Cationic antimicrobial proteins isolated from human neutrophil granulocytes in the presence of diisopropyl fluorophosphate

Abstract

Acid (0.2 M sodium acetate, pH 4.0) extracts of granules recovered from disrupted human polymorphonuclear granulocytes (PMN) exhibited in vitro antimicrobial activity against Salmonella typhimurium. To minimize proteolytic destruction or modification of antimicrobial proteins derived from these granules, the PMN were pretreated with the serine protease inhibitor diisopropyl fluorophosphate. Fractionation of such extracts by carboxymethyl Sephadex G-75 chromatography resulted in the recovery of at least 2 antimicrobial, cationic proteins. These proteins differed substantially in antimicrobial activity, amino acid composition and MW (MW 37,000 and 57,000). These 2 proteins exhibited diminished activity against a polymyxin B-resistant (PBr) mutant of S. typhimurium compared with their activity against the isogenic parental polymyxin B-sensitive (PBs) strain.
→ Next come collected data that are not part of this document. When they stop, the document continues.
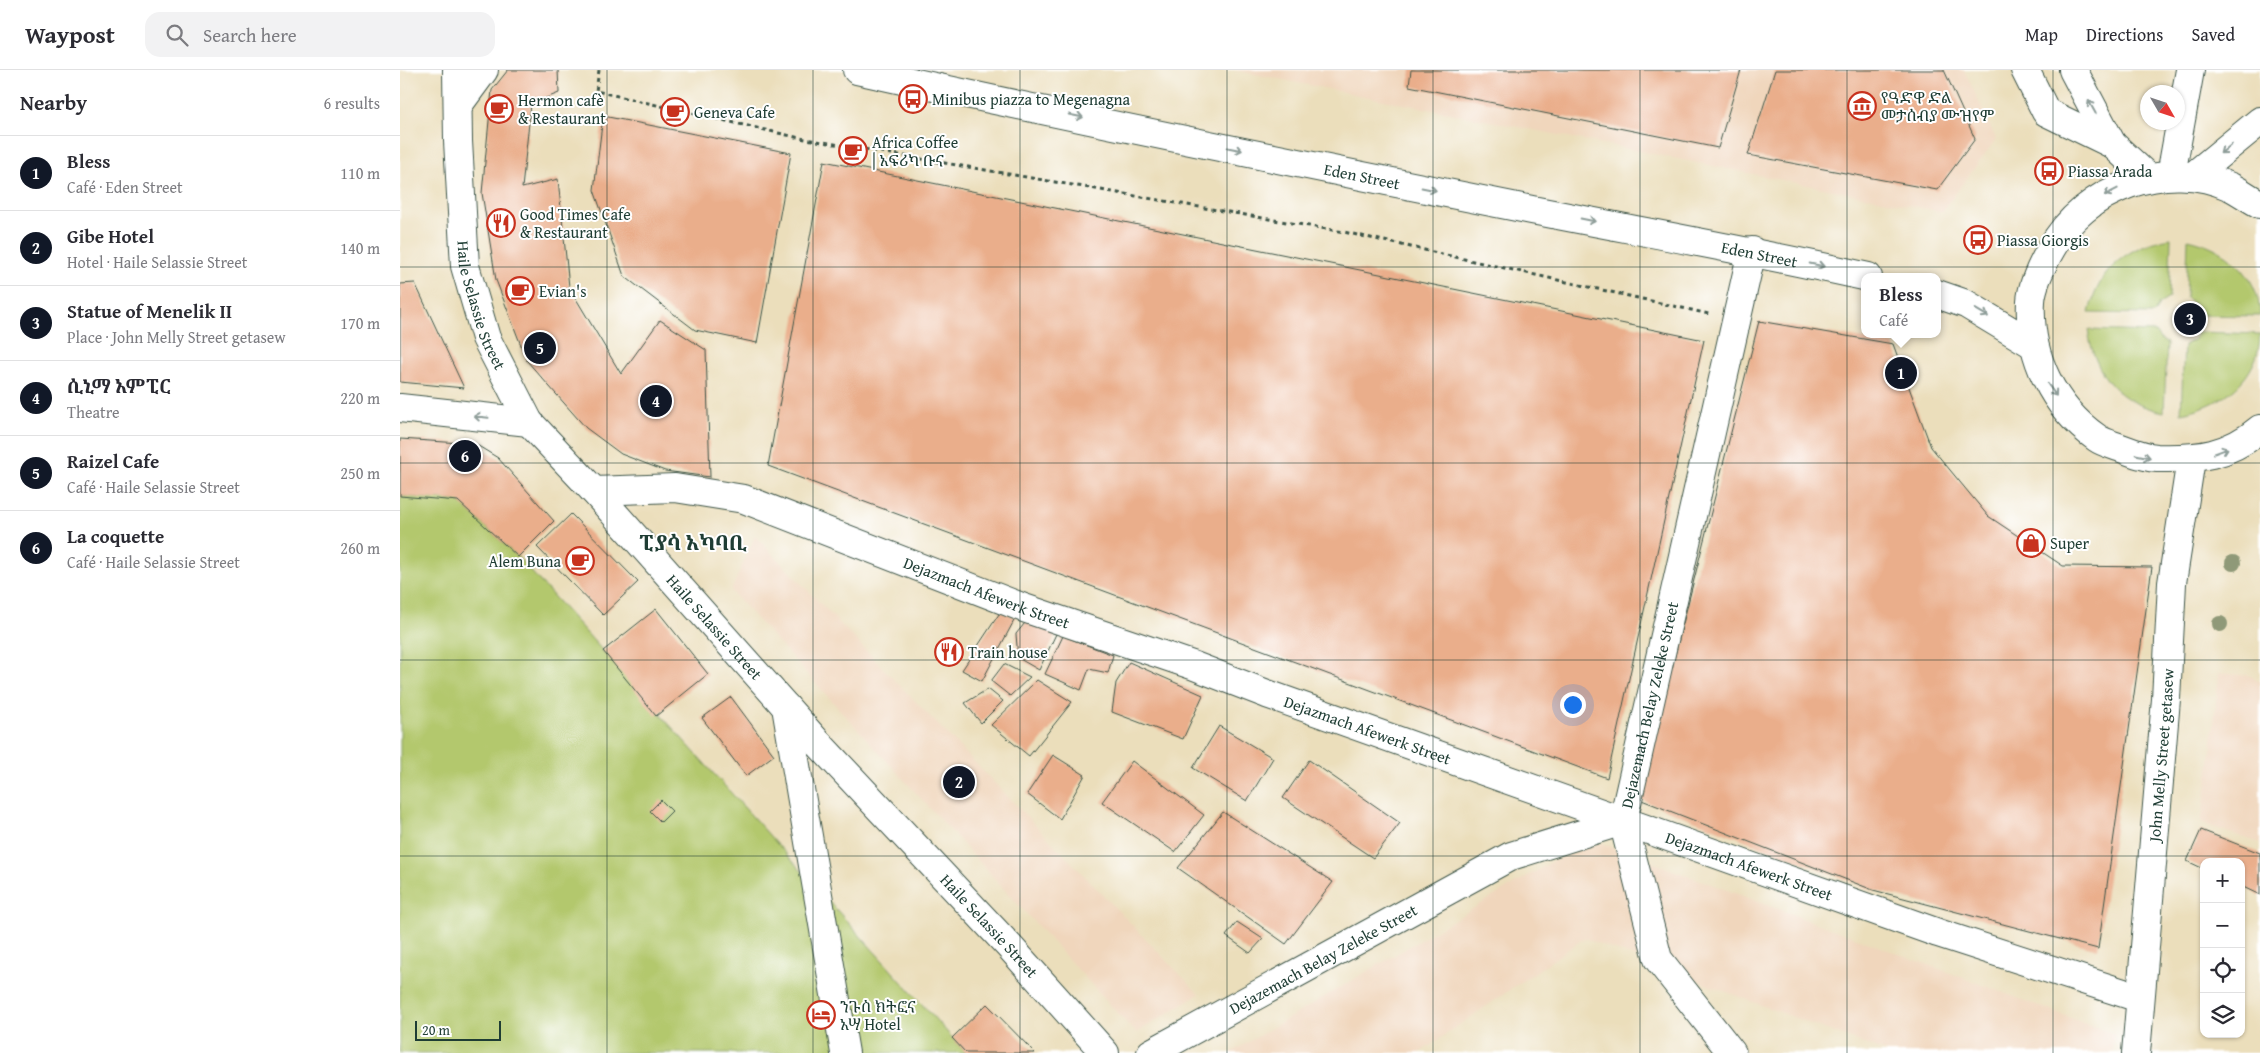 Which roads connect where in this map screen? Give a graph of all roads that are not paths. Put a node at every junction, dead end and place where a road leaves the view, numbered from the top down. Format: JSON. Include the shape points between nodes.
{"nodes":[{"id":1,"x":457,"y":70,"type":"edge"},
{"id":2,"x":484,"y":70,"type":"edge"},
{"id":3,"x":857,"y":70,"type":"edge"},
{"id":4,"x":2025,"y":70,"type":"edge"},
{"id":5,"x":2073,"y":70,"type":"edge"},
{"id":6,"x":2190,"y":70,"type":"edge"},
{"id":7,"x":459,"y":104,"type":"junction"},
{"id":8,"x":2260,"y":121,"type":"edge"},
{"id":9,"x":2112,"y":144,"type":"junction"},
{"id":10,"x":2171,"y":177,"type":"junction"},
{"id":11,"x":2260,"y":204,"type":"edge"},
{"id":12,"x":1752,"y":251,"type":"junction"},
{"id":13,"x":1861,"y":275,"type":"edge"},
{"id":14,"x":1941,"y":295,"type":"edge"},
{"id":15,"x":2034,"y":345,"type":"junction"},
{"id":16,"x":400,"y":408,"type":"edge"},
{"id":17,"x":529,"y":422,"type":"junction"},
{"id":18,"x":2256,"y":436,"type":"edge"},
{"id":19,"x":2191,"y":459,"type":"junction"},
{"id":20,"x":594,"y":491,"type":"junction"},
{"id":21,"x":786,"y":707,"type":"junction"},
{"id":22,"x":1623,"y":820,"type":"junction"},
{"id":23,"x":2139,"y":998,"type":"junction"},
{"id":24,"x":845,"y":1053,"type":"edge"},
{"id":25,"x":1105,"y":1053,"type":"edge"},
{"id":26,"x":1151,"y":1053,"type":"edge"},
{"id":27,"x":1732,"y":1053,"type":"edge"},
{"id":28,"x":2136,"y":1053,"type":"edge"}],
"edges":[{"from":1,"to":7,"type":"main road","name":"Haile Selassie Street"},
{"from":2,"to":7,"type":"main road"},
{"from":3,"to":12,"type":"main road","name":"Eden Street","one_way":true,"via":[[1517,207]]},
{"from":4,"to":9,"type":"main road","via":[[2046,112]]},
{"from":9,"to":5,"type":"main road","one_way":true},
{"from":6,"to":10,"type":"main road"},
{"from":7,"to":17,"type":"main road","name":"Haile Selassie Street","via":[[465,266],[486,338]]},
{"from":8,"to":10,"type":"main road","one_way":true},
{"from":9,"to":10,"type":"main road"},
{"from":10,"to":11,"type":"main road","via":[[2230,186]]},
{"from":10,"to":15,"type":"main road","one_way":true,"via":[[2111,190],[2077,214],[2057,237],[2043,264],[2031,300]]},
{"from":12,"to":13,"type":"main road","name":"Eden Street","one_way":true},
{"from":12,"to":22,"type":"main road","name":"Dejazemach Belay Zeleke Street"},
{"from":14,"to":15,"type":"main road","one_way":true,"via":[[1966,304]]},
{"from":15,"to":19,"type":"main road","one_way":true,"via":[[2046,382],[2069,414],[2098,439],[2143,457]]},
{"from":17,"to":16,"type":"main road","one_way":true},
{"from":17,"to":20,"type":"main road","name":"Haile Selassie Street"},
{"from":19,"to":18,"type":"main road","one_way":true,"via":[[2221,452]]},
{"from":19,"to":23,"type":"main road","name":"John Melly Street getasew","via":[[2172,583],[2166,699]]},
{"from":20,"to":21,"type":"main road","name":"Haile Selassie Street"},
{"from":20,"to":22,"type":"main road","name":"Dejazmach Afewerk Street","via":[[675,488],[744,499],[1024,608]]},
{"from":21,"to":24,"type":"main road"},
{"from":21,"to":25,"type":"main road","name":"Haile Selassie Street"},
{"from":22,"to":23,"type":"main road","name":"Dejazmach Afewerk Street","via":[[1938,933]]},
{"from":22,"to":26,"type":"main road","name":"Dejazemach Belay Zeleke Street","via":[[1511,856]]},
{"from":22,"to":27,"type":"main road","via":[[1658,959]]},
{"from":23,"to":28,"type":"main road","name":"John Melly Street getasew"}]}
Expression of the relevant mutation (prmA) in the PBr mutant decreases the electronegativity of lipid A, owing to increased 4-amino-4-deoxy-L-arabinosylation at the 4'' phosphate residue. Evidently, at least 2 different cationic proteins account for the antimicrobial capacity of extracts from human PMN granules. The availability of anionic charges in the outer membrane of S. typhimurium due to free lipid A phosphates apparently dictates phenotypic levels of resistance to both of the cationic proteins extracted from human PMN granules.